■ **DESCRIPTION OF THE TASK**
Beginning with the line below that contains "Annotation task. Summarize" and ending with the line that contains "What data does", retype every line exactly. Pictures are not copied.

■ **MATERIAL FOR THIS TASK**
+--

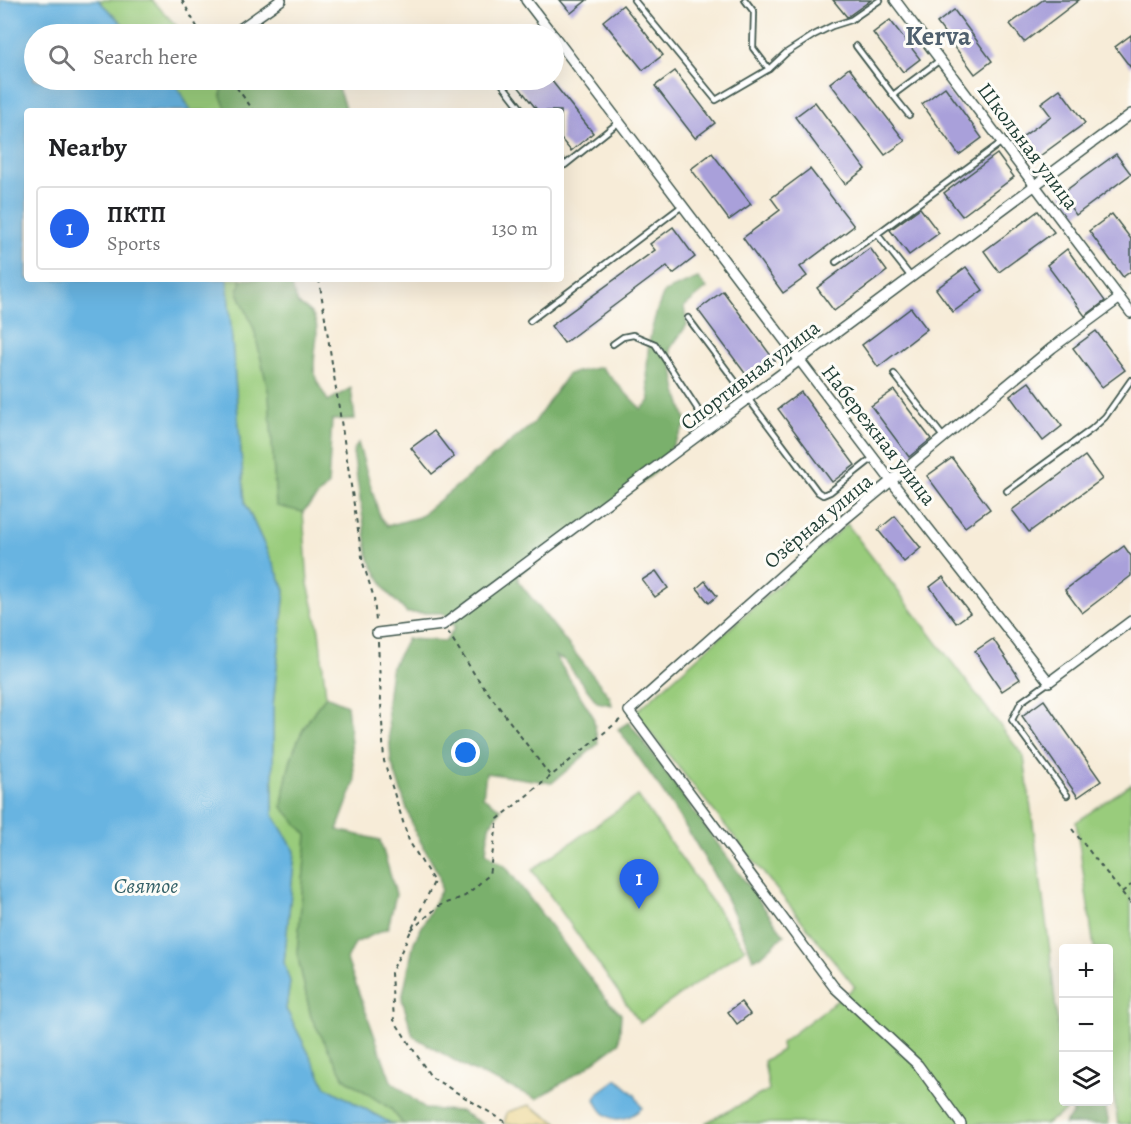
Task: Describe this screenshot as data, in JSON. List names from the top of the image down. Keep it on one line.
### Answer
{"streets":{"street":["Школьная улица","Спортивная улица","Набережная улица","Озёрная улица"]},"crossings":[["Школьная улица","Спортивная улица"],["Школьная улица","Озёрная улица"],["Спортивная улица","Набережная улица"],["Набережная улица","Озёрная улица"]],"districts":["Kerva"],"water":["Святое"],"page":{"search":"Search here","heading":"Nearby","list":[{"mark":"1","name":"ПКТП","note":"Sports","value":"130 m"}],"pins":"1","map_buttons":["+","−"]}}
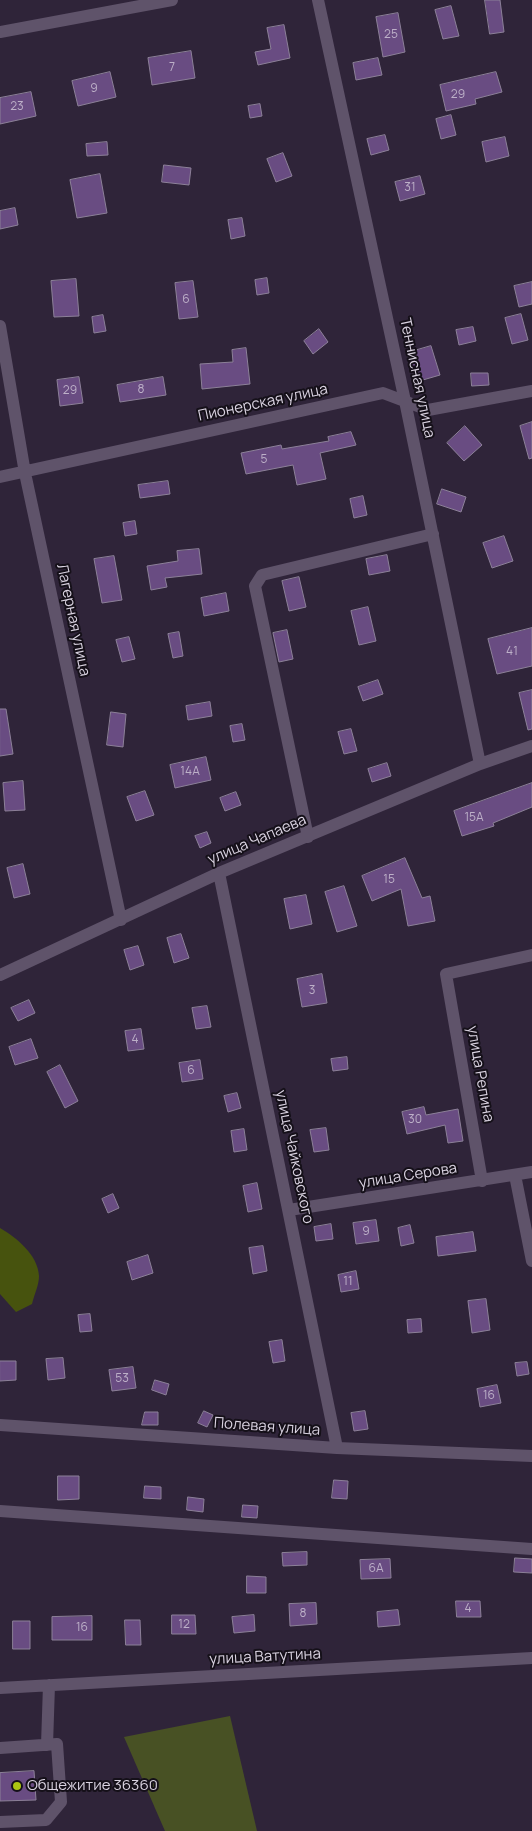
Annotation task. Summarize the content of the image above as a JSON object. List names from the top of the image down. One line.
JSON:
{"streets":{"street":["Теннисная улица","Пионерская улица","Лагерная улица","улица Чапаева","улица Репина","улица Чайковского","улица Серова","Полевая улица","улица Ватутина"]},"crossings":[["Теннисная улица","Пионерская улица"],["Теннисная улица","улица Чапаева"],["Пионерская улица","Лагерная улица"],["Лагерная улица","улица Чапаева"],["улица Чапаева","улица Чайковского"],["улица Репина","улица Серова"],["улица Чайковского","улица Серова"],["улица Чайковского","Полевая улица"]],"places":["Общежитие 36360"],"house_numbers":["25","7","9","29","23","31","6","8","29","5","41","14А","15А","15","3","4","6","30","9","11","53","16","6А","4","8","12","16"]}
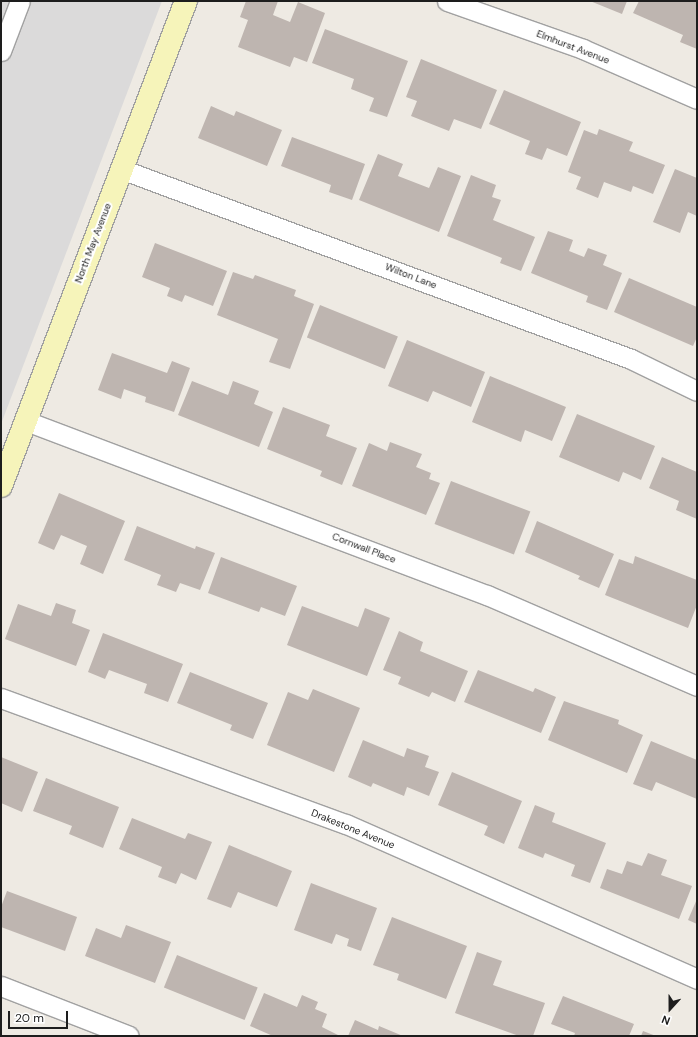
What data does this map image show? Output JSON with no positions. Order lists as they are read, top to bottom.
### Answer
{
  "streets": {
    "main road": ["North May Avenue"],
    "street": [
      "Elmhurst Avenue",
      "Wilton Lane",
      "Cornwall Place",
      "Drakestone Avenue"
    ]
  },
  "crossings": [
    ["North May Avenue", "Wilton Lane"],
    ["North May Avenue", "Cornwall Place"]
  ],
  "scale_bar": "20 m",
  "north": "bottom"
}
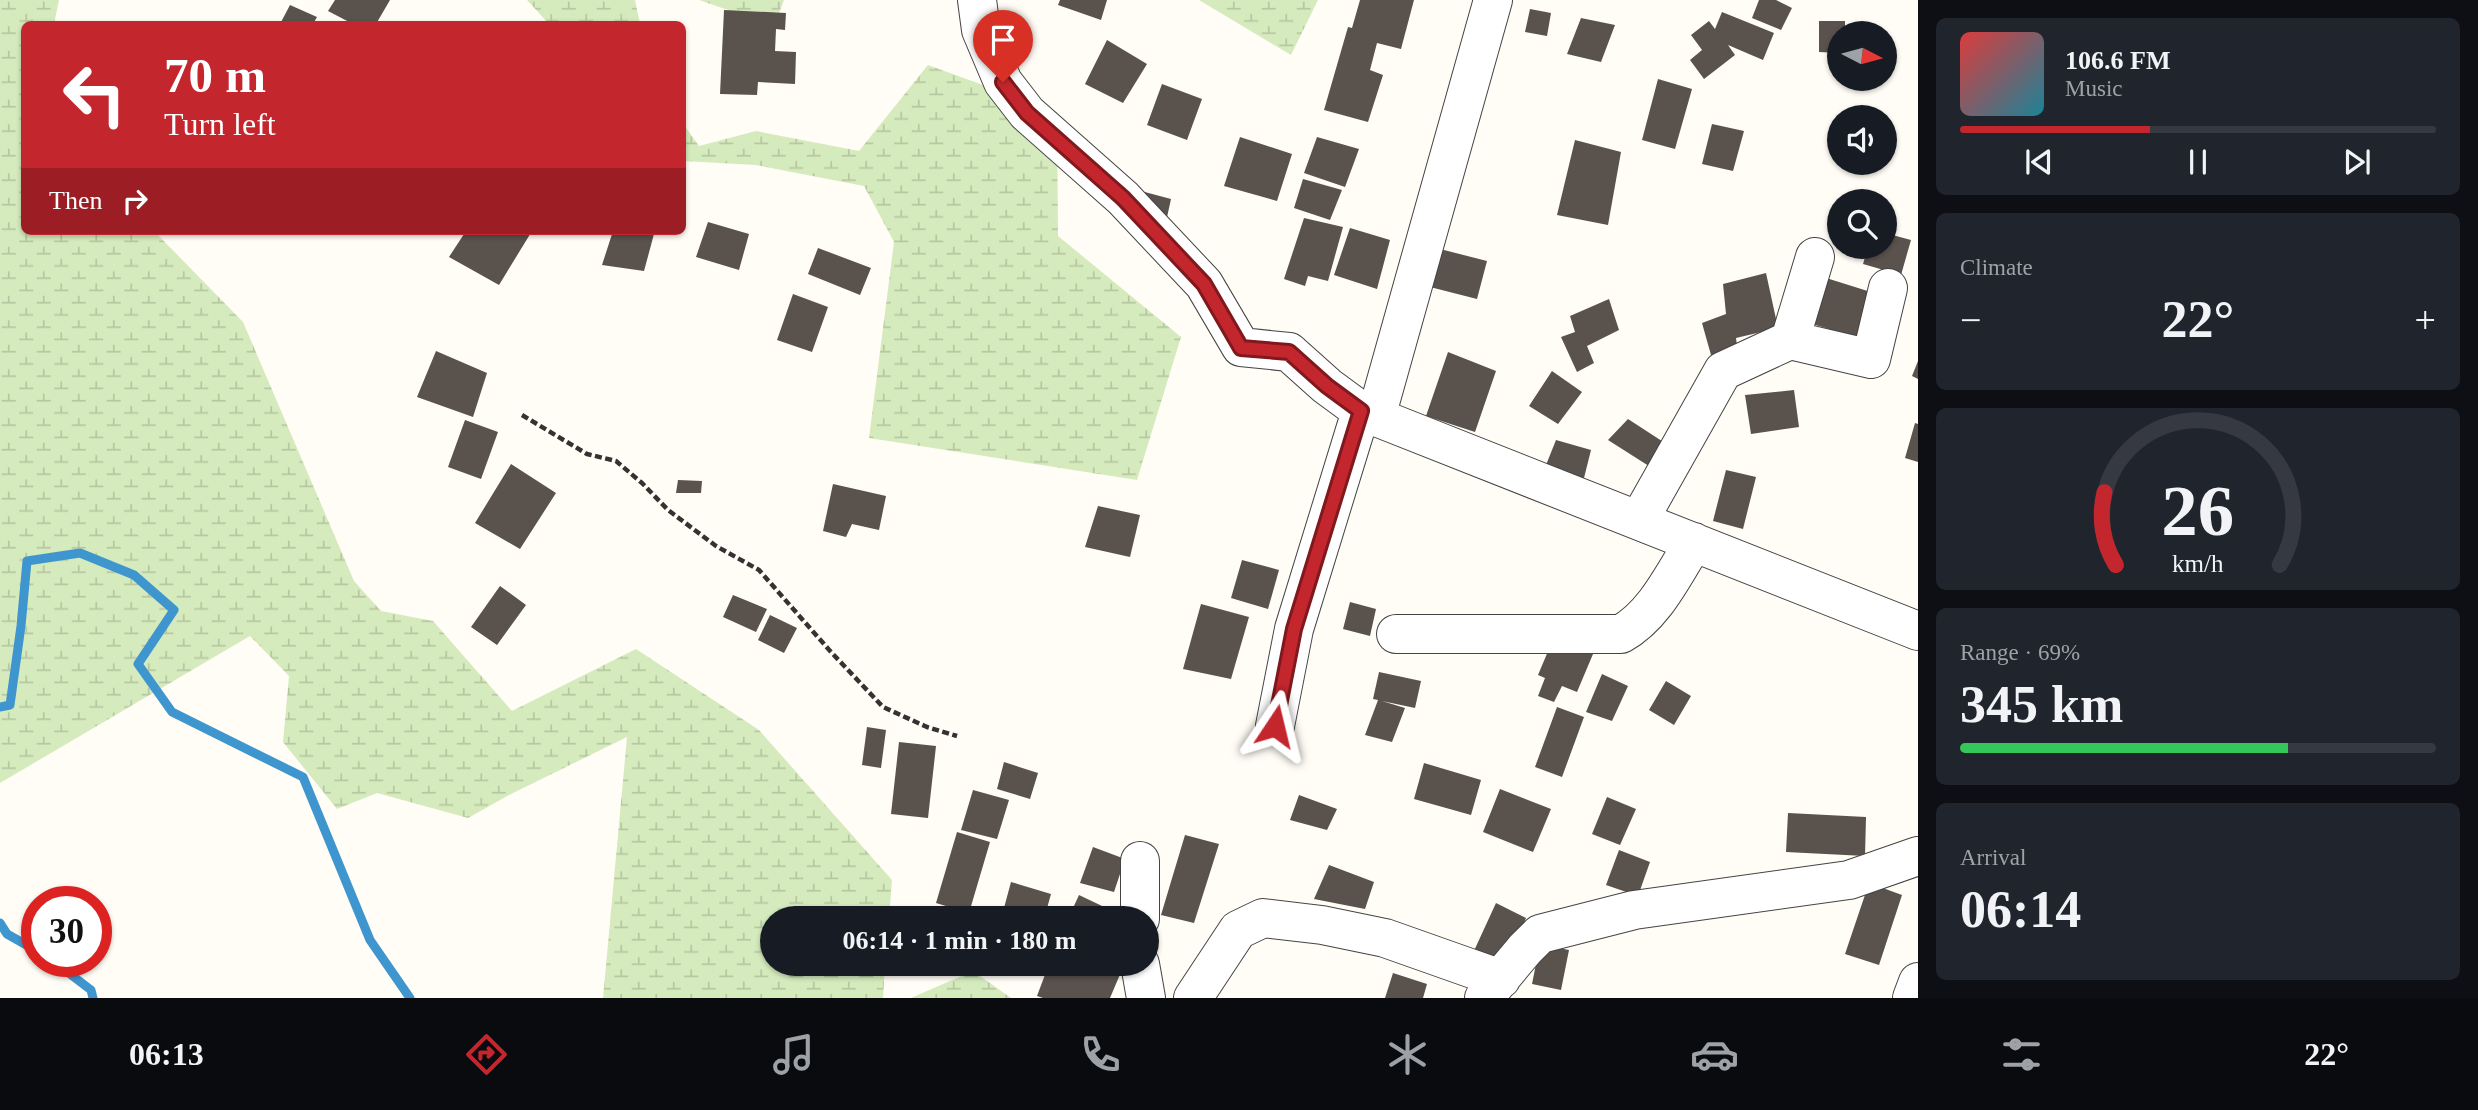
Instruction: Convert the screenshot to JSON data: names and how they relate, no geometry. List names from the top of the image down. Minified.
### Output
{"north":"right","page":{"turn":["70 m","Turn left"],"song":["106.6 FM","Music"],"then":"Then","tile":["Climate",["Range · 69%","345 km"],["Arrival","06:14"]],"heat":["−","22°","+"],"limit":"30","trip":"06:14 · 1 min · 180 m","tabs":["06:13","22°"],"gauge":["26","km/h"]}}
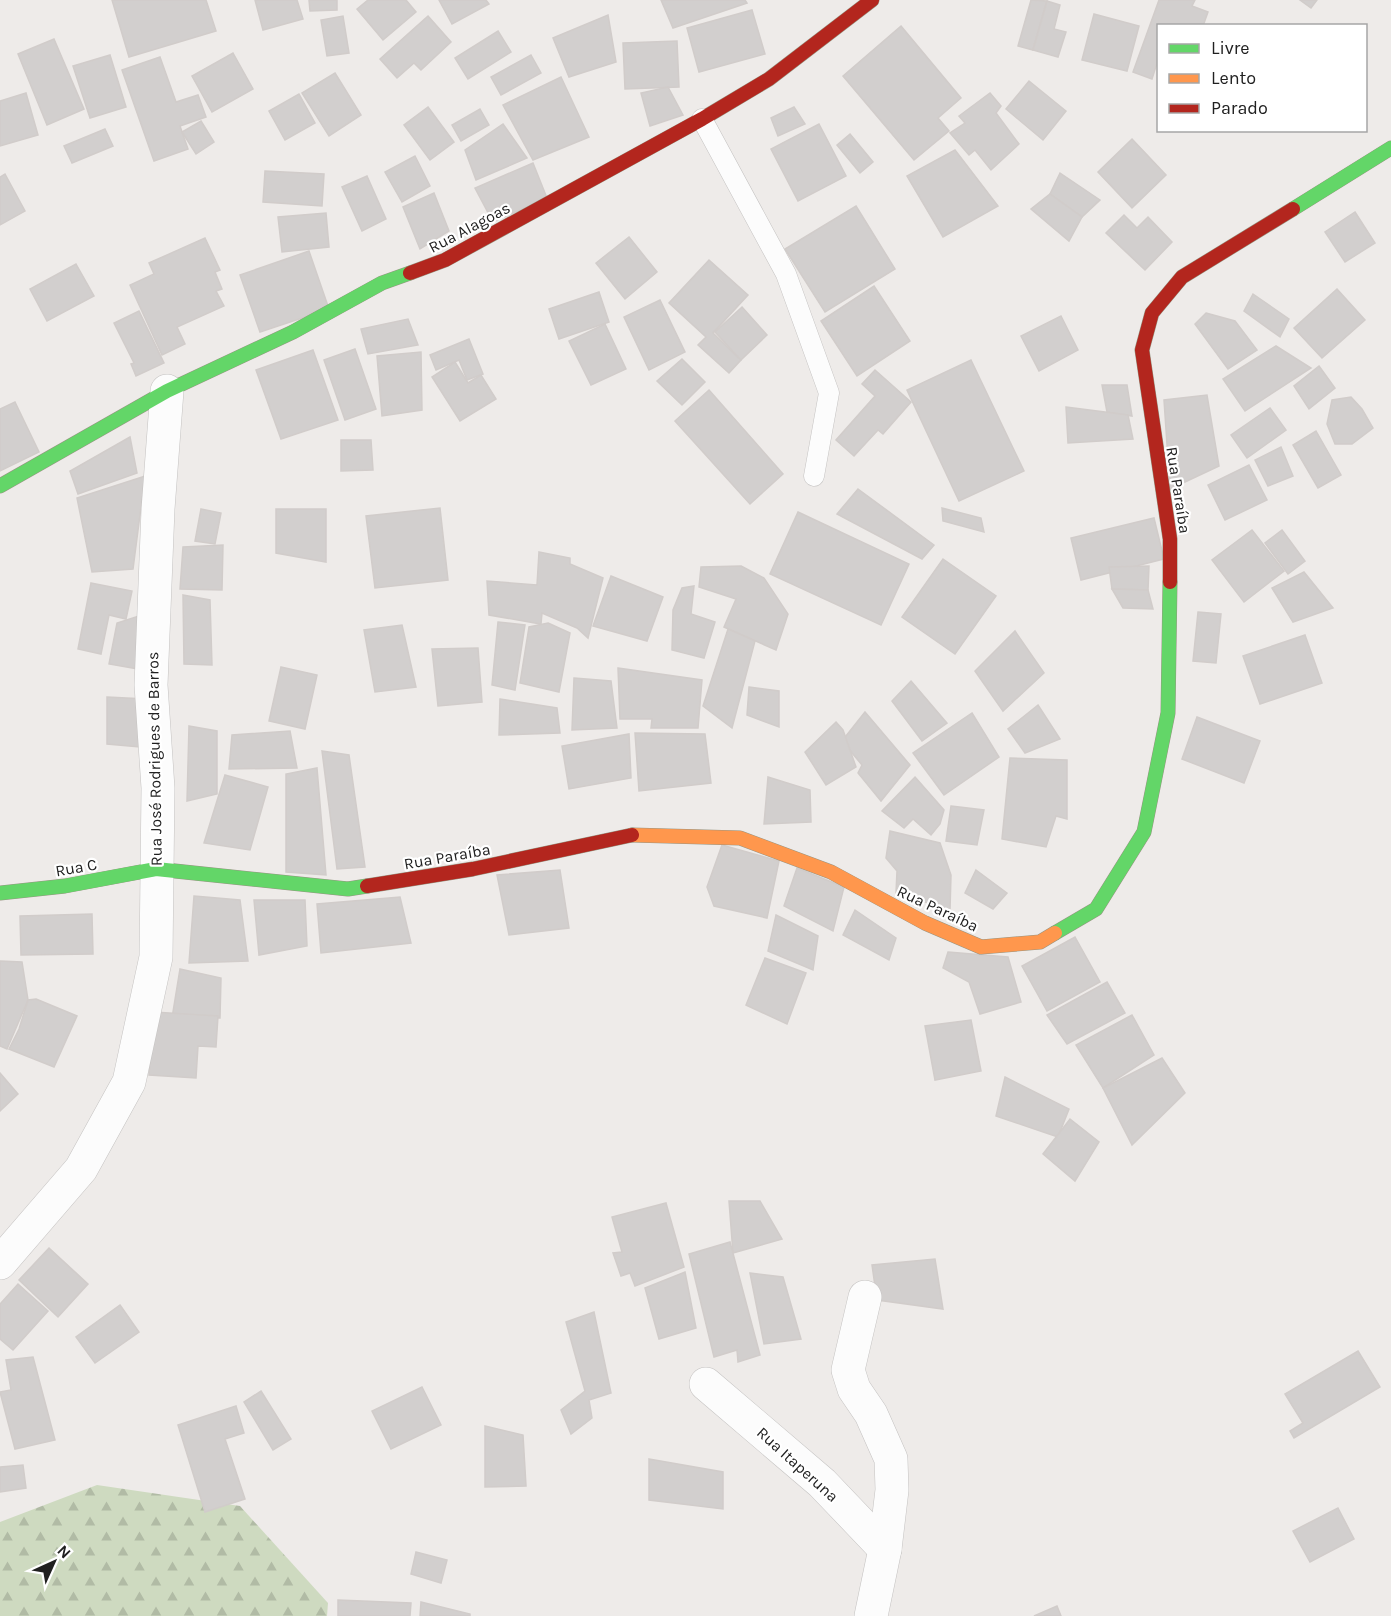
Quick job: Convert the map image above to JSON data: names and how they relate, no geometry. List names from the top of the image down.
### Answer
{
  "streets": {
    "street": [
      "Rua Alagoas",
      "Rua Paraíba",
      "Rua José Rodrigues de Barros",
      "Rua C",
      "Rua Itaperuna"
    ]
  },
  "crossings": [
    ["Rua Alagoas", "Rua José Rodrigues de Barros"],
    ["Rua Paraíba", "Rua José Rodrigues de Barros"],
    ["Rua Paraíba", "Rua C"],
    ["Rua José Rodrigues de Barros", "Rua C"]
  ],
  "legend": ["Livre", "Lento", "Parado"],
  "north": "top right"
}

+--

■ **SOLVED PROBLEM**
Annotation task. Summarize the content of the image above as a JSON object. List names from the top of the image down. One line.
JSON:
{"streets":{"street":["Теннисная улица","Пионерская улица","Лагерная улица","улица Чапаева","улица Репина","улица Чайковского","улица Серова","Полевая улица","улица Ватутина"]},"crossings":[["Теннисная улица","Пионерская улица"],["Теннисная улица","улица Чапаева"],["Пионерская улица","Лагерная улица"],["Лагерная улица","улица Чапаева"],["улица Чапаева","улица Чайковского"],["улица Репина","улица Серова"],["улица Чайковского","улица Серова"],["улица Чайковского","Полевая улица"]],"places":["Общежитие 36360"],"house_numbers":["25","7","9","29","23","31","6","8","29","5","41","14А","15А","15","3","4","6","30","9","11","53","16","6А","4","8","12","16"]}
What data does this map image show? Output JSON with no positions. Order lists as they are read, top to bottom.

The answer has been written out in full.